### Your task
Copy exactly the last part of the listing below, beginning at the line that contains "c.arc(693, 492, 18, 0, 2 * Math.PI);" and including the final line.

### Records for the task
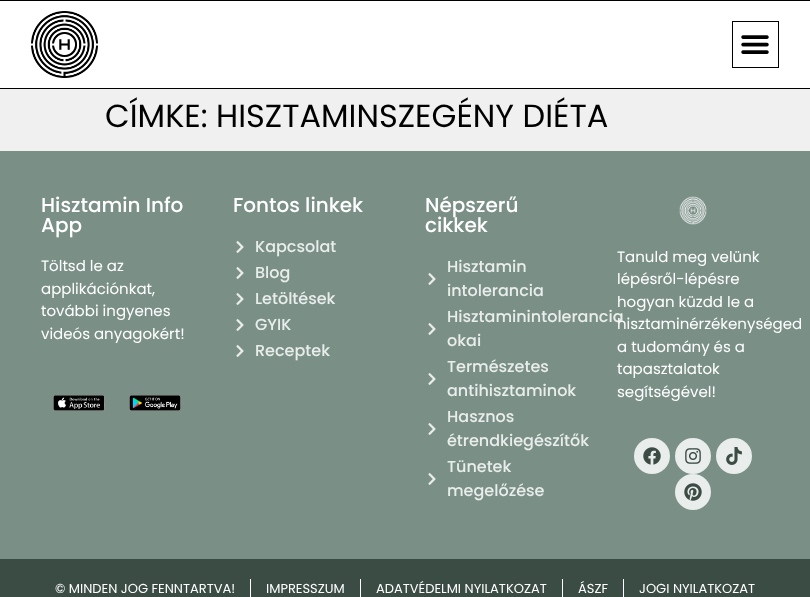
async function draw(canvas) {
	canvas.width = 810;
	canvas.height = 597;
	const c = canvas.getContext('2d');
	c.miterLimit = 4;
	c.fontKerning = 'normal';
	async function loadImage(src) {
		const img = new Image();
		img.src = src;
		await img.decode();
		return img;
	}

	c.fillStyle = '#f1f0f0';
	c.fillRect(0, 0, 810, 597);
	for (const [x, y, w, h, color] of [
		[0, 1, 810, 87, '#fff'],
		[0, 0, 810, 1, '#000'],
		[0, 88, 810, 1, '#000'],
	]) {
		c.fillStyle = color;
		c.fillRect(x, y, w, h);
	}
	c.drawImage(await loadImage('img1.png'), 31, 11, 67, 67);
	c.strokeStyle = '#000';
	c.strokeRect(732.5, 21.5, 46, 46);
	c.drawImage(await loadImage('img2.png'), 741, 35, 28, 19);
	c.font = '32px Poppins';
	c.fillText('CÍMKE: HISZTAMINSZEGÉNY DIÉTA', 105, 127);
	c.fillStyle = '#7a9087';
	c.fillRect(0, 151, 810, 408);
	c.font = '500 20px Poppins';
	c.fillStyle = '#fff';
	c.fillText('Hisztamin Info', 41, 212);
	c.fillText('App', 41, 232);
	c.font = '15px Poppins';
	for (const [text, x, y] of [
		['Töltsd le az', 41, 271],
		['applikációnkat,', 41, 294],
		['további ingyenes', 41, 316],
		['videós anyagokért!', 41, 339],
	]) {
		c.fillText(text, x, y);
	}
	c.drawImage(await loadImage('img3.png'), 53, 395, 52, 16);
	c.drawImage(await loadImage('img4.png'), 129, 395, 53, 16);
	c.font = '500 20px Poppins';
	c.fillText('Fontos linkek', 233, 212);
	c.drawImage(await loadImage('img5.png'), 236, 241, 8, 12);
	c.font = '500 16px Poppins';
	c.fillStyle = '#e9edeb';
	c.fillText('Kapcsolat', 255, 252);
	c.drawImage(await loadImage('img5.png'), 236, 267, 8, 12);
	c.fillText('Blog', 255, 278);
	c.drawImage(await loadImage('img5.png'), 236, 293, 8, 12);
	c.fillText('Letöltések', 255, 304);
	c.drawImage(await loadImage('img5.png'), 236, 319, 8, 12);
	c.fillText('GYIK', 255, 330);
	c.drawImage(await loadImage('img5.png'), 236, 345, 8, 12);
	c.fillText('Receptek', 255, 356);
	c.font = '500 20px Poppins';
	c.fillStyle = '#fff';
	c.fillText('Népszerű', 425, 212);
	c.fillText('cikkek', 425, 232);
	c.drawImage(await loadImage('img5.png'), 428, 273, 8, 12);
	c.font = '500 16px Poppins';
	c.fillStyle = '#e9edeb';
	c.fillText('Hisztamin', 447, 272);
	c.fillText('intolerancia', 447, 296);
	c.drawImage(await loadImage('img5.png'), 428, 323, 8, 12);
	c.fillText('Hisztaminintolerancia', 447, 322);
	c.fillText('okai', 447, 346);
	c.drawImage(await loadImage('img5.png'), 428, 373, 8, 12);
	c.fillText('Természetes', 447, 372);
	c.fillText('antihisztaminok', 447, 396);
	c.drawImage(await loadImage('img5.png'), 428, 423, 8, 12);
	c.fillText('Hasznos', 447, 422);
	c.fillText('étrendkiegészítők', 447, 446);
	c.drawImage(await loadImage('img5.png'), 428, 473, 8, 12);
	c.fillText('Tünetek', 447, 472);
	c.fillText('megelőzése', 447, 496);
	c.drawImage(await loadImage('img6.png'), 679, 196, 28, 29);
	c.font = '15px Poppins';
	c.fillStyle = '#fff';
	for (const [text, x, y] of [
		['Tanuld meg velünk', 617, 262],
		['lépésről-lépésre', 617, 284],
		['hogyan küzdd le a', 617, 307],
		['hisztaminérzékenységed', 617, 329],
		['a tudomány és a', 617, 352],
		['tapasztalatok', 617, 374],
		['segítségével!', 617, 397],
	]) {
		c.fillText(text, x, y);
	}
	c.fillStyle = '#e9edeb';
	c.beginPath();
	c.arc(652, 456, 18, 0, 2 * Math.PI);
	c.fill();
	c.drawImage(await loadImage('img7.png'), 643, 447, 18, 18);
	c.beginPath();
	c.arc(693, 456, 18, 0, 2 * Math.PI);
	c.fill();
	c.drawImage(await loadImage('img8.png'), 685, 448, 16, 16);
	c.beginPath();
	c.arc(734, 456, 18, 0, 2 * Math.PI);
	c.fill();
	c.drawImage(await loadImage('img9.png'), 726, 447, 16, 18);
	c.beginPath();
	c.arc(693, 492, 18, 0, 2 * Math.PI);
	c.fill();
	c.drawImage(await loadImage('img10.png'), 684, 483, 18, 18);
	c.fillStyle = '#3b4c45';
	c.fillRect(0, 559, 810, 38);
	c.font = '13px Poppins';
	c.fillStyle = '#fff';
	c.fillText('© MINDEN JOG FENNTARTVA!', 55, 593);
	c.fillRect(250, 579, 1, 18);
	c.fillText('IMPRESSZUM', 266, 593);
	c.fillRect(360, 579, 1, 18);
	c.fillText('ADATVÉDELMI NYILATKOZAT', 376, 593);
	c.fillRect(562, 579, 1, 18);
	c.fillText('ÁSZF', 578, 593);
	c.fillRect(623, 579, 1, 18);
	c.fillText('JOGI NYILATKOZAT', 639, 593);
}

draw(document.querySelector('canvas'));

### Your solution
	c.arc(693, 492, 18, 0, 2 * Math.PI);
	c.fill();
	c.drawImage(await loadImage('img10.png'), 684, 483, 18, 18);
	c.fillStyle = '#3b4c45';
	c.fillRect(0, 559, 810, 38);
	c.font = '13px Poppins';
	c.fillStyle = '#fff';
	c.fillText('© MINDEN JOG FENNTARTVA!', 55, 593);
	c.fillRect(250, 579, 1, 18);
	c.fillText('IMPRESSZUM', 266, 593);
	c.fillRect(360, 579, 1, 18);
	c.fillText('ADATVÉDELMI NYILATKOZAT', 376, 593);
	c.fillRect(562, 579, 1, 18);
	c.fillText('ÁSZF', 578, 593);
	c.fillRect(623, 579, 1, 18);
	c.fillText('JOGI NYILATKOZAT', 639, 593);
}

draw(document.querySelector('canvas'));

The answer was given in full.